RBS, like all listed companies with a financial year ending in December, has a legal obligation to hold a physical AGM by 30 June, with the meeting currently scheduled for 29 April at its Edinburgh headquarters.
However the lender is exploring holding the meeting with just core attendees from RBS present and investors watching online as the Covid-19 spreads, City A.M. understands.
“If [the AGM] goes ahead we expect it to be an empty room with core attendees, and shareholders watching online,” an RBS source said.
The bank has yet to make any final decisions on when and how the AGM will take place, and whether the meeting goes ahead as planned in April will depend on government advice.

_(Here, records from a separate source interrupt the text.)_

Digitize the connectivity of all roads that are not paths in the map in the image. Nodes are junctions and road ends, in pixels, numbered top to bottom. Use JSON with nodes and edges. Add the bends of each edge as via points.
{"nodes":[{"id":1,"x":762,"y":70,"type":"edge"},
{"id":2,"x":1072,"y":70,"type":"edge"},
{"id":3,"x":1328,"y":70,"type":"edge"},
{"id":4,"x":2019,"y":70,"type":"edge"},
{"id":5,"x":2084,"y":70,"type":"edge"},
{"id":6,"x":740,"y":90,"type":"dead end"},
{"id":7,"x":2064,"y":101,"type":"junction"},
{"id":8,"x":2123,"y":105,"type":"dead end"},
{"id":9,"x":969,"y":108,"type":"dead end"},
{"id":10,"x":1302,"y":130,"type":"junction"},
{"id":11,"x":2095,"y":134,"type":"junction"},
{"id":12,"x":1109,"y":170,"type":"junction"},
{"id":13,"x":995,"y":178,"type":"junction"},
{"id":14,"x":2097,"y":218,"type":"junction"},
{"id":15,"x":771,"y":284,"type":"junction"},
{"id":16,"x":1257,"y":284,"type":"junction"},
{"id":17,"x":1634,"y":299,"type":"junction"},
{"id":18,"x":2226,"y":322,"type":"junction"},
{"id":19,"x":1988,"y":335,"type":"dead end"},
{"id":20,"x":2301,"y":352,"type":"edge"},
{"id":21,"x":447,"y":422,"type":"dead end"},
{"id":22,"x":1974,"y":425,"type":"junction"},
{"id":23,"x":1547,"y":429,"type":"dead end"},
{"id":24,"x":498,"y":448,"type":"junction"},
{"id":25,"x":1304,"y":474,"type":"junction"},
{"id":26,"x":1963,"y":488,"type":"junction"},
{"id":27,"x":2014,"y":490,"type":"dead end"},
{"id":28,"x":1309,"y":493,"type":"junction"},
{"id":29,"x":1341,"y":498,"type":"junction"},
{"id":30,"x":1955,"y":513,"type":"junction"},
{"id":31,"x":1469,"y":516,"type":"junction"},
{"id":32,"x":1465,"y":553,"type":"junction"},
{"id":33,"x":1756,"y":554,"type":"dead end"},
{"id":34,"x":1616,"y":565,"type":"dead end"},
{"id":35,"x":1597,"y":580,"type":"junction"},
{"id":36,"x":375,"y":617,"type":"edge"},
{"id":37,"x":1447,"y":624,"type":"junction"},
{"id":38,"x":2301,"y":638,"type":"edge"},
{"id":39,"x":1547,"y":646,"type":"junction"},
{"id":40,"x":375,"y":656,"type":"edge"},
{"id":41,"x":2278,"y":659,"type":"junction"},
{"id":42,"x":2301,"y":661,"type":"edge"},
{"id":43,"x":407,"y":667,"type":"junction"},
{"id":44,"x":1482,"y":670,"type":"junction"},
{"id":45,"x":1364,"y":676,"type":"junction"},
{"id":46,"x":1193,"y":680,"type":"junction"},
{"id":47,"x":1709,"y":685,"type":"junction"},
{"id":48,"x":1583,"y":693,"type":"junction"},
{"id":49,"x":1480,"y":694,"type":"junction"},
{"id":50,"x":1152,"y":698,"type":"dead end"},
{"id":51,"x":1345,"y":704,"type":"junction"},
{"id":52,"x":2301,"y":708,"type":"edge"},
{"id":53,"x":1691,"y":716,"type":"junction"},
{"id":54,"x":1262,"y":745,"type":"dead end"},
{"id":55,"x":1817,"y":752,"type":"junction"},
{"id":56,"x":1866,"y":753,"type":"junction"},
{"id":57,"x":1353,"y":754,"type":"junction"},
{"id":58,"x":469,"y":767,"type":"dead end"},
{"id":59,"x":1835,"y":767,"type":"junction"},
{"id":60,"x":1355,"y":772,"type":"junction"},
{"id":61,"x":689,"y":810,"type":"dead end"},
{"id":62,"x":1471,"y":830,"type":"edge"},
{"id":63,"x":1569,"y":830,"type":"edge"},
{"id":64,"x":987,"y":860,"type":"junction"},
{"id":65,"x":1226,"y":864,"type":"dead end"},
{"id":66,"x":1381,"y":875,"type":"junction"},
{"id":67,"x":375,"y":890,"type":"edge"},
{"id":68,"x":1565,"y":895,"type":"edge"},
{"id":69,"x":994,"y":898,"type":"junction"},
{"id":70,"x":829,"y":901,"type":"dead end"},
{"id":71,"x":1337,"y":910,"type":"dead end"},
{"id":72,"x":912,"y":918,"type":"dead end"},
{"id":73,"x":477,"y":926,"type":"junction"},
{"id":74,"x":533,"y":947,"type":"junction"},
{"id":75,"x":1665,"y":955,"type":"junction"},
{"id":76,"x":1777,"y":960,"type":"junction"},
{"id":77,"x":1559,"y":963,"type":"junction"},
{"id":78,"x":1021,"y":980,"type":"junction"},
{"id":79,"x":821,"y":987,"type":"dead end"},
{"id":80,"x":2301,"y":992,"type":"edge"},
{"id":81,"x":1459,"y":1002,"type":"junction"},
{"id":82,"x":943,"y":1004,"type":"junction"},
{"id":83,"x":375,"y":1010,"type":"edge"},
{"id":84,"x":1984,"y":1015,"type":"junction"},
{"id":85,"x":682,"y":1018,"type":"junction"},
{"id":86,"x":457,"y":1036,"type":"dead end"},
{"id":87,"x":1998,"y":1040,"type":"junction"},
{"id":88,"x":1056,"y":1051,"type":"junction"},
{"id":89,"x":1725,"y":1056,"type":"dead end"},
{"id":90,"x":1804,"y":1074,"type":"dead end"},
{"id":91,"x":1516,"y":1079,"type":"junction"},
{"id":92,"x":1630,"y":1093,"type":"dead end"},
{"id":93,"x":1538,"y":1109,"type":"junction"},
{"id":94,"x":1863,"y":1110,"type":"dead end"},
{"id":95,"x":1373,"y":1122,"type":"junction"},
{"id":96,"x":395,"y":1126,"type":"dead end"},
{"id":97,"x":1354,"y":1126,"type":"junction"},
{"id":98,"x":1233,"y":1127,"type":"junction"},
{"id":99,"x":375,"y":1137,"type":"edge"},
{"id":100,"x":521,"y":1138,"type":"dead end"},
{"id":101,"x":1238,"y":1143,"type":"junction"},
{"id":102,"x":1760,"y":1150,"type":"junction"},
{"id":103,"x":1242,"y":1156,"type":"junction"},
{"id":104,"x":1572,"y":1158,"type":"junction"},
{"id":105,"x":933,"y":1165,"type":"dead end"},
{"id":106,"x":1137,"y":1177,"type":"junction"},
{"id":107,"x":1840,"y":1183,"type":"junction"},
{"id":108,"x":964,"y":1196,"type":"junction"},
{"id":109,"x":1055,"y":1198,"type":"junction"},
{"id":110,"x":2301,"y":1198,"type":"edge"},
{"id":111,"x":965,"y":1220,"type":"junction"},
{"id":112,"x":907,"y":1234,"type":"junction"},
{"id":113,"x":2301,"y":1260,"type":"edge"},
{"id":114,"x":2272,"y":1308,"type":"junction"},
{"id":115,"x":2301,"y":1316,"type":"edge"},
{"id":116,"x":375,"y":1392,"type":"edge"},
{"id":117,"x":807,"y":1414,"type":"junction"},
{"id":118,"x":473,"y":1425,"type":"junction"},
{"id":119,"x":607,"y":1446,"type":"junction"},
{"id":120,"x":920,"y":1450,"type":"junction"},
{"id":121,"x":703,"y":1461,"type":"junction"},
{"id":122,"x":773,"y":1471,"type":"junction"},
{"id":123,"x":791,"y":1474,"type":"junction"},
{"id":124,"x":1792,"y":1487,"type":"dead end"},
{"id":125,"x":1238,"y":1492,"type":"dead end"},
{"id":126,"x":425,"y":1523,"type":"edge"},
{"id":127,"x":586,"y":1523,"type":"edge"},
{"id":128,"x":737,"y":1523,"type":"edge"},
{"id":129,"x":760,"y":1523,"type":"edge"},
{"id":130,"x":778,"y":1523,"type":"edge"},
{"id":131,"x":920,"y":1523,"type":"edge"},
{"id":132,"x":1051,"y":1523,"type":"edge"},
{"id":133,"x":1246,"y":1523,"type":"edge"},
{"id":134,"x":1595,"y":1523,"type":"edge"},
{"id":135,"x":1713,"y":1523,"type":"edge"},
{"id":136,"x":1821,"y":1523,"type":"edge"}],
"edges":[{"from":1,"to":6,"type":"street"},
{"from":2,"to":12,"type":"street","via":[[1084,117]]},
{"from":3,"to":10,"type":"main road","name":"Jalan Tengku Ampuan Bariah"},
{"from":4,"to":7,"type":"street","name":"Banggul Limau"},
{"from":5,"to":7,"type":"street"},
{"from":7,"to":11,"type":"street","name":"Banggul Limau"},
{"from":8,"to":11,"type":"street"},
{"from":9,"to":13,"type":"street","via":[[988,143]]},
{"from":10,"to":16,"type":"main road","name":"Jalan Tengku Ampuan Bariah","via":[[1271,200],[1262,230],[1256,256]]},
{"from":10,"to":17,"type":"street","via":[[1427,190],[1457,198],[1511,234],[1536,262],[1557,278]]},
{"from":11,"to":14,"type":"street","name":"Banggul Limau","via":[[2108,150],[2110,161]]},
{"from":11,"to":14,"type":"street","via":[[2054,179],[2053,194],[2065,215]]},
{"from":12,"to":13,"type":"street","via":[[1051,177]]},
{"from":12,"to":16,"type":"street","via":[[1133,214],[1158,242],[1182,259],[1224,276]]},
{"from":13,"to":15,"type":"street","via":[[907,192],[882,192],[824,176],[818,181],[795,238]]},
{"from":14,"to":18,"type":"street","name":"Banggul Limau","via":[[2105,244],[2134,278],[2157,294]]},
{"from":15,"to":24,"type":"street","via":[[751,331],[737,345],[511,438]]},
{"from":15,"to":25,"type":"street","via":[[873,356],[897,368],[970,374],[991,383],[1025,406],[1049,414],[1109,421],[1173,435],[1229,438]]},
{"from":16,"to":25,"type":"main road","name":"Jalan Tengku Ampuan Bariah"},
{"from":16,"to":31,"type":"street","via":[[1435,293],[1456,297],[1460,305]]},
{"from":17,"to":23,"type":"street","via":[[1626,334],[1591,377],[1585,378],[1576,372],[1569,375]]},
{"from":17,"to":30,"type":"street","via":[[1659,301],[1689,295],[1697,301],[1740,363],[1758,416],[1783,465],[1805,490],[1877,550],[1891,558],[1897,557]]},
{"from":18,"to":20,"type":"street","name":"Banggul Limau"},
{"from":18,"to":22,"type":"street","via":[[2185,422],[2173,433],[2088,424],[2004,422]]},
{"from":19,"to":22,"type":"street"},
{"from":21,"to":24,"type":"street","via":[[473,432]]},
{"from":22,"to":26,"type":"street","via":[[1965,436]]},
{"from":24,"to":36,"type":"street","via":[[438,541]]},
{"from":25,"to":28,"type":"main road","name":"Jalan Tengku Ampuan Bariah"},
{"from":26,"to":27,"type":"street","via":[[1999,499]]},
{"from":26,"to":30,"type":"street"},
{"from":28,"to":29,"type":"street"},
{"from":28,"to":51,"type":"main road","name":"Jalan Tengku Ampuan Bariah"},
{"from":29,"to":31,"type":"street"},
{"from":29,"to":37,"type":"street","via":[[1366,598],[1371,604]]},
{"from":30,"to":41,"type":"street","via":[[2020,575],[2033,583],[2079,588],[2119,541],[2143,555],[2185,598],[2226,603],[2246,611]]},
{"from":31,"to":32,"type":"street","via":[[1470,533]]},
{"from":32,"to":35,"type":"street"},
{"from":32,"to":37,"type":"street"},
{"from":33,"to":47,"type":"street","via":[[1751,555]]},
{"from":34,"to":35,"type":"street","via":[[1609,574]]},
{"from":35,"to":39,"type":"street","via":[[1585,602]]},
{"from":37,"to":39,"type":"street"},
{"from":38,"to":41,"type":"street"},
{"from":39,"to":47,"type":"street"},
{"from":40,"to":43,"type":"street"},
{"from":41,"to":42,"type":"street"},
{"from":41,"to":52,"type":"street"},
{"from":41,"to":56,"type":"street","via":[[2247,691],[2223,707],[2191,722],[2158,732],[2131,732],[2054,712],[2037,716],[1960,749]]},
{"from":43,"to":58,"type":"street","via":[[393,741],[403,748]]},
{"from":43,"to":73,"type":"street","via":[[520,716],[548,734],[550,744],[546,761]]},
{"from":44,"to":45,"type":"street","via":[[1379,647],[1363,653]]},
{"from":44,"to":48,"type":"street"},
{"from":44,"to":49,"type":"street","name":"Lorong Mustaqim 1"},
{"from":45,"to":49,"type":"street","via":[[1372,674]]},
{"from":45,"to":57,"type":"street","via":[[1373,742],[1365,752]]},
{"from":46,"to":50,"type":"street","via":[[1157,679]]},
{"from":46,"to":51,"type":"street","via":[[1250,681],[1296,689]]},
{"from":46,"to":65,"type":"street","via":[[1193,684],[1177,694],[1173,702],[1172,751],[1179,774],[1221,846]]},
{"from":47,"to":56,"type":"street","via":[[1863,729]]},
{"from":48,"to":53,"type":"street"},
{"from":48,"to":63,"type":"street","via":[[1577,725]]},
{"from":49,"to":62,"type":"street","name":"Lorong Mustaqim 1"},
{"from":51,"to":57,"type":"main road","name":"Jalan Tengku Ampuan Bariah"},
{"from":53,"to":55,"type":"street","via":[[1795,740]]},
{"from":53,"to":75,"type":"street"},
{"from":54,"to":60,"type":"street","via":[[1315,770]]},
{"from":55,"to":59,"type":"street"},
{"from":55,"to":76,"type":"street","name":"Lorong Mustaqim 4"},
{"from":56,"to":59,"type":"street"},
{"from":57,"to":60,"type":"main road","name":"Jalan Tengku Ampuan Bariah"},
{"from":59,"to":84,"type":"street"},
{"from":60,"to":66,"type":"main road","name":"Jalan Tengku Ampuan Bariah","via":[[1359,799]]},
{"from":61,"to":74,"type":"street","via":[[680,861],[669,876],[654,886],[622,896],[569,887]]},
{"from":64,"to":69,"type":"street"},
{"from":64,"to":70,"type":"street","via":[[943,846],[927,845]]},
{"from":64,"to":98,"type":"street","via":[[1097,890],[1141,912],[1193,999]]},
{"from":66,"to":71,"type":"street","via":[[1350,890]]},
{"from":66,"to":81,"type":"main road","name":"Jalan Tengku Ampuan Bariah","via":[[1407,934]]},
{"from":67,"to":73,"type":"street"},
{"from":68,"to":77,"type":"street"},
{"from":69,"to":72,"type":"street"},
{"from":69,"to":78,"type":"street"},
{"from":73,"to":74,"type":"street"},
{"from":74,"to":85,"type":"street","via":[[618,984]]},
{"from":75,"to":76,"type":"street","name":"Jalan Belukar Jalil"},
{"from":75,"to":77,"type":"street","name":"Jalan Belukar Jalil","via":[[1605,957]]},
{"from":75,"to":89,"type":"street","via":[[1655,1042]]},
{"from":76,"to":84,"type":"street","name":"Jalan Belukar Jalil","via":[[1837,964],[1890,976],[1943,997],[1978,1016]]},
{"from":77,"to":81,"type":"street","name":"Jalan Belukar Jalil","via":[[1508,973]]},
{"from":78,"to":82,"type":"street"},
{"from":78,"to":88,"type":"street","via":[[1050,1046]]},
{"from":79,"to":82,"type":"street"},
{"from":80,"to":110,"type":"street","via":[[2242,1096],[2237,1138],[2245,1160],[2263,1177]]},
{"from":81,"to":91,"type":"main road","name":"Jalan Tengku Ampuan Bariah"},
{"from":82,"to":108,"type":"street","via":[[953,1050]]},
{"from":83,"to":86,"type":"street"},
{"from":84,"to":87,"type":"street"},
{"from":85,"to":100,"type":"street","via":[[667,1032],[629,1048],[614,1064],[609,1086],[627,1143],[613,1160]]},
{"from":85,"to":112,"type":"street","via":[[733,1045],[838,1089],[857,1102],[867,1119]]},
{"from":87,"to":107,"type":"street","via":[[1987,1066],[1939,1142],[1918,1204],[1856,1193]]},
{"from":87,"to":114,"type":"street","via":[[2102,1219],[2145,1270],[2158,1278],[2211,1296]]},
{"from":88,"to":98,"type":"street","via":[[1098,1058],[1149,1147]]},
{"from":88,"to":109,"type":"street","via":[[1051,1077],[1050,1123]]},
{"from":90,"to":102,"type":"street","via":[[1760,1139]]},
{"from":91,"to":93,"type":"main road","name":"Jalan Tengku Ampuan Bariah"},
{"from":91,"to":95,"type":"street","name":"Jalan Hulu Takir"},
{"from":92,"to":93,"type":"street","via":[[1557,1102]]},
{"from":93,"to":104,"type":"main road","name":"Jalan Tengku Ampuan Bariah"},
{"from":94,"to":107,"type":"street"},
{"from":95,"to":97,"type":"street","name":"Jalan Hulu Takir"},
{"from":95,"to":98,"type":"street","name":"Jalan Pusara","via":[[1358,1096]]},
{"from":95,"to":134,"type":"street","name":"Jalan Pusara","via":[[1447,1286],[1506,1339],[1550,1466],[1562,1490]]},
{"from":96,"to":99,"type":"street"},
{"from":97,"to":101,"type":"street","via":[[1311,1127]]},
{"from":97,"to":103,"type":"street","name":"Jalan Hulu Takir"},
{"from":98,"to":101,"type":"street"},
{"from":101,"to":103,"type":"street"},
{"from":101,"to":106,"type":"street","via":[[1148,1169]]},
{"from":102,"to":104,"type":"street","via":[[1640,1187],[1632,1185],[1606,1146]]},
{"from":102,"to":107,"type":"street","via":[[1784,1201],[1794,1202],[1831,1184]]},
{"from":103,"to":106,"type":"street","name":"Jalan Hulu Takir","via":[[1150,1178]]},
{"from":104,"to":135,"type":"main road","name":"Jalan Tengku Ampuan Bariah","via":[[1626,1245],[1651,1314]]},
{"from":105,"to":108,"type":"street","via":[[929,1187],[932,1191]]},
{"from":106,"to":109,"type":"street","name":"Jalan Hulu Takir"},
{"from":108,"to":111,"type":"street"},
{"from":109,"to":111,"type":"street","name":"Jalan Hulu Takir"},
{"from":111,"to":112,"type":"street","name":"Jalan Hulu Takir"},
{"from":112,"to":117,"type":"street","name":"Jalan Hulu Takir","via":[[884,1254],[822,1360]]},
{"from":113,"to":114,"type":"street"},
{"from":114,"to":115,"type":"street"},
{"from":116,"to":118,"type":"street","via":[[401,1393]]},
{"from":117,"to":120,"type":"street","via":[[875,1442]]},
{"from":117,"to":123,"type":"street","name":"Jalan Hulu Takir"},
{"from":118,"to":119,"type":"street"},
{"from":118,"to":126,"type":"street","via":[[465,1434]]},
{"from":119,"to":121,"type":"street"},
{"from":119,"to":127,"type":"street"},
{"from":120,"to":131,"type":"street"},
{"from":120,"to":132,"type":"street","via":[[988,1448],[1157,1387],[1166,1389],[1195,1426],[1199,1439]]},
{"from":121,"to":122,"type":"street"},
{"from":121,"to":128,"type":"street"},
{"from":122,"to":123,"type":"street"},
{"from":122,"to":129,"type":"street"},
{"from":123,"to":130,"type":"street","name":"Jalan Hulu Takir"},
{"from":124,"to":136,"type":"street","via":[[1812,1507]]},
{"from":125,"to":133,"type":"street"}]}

The UK government this evening has not banned public gatherings, however Scottish First Minister Nicola Sturgeon said earlier this afternoon she would recommend cancelling gatherings of more than 500 people in Scotland, where RBS is headquartered.
RBS has introduced restrictions on staff travel in the wake of the coronavirus outbreak. Any employee travel between cities has to be signed off by a senior staff member.
Although RBS is headquartered in Edinburgh, many of the bank’s staff, including chief executive Alison Rose, are based in London.
Banks across the world are rushing to prepare themselves for a worsening outbreak of Covid-19, with many ordering staff to work from home and testing out contingency plans and back up facilities in case the virus spreads further.
Meanwhile many listed companies in the UK are facing disruption to their AGMs if the government introduces more stringent restrictions in a bid to slow the spread of the virus.
HSBC yesterday became the first British company to warn investors about the outbreak’s possible impact on its AGM, encouraging shareholders to submit proxy votes ahead of the meeting even if they plan to attend in person.
Over 40 per cent of FTSE 100 companies’ annual meetings are scheduled to take place in April or May, according to data from law firm Linklaters.
“AGMs will normally be able to go ahead, even if many shareholders choose (or are forced) to stay away, as the quorum requirement for the AGM to be legally binding is very low for most UK companies,” said Linklaters partner Lucy Fergusson.
“Traditionally most investors prefer to be physically present so they can hear directly from and question company executives,” she added.
“However, 2020 could see much smaller gatherings and companies may want to consider other ways of communicating with shareholders.”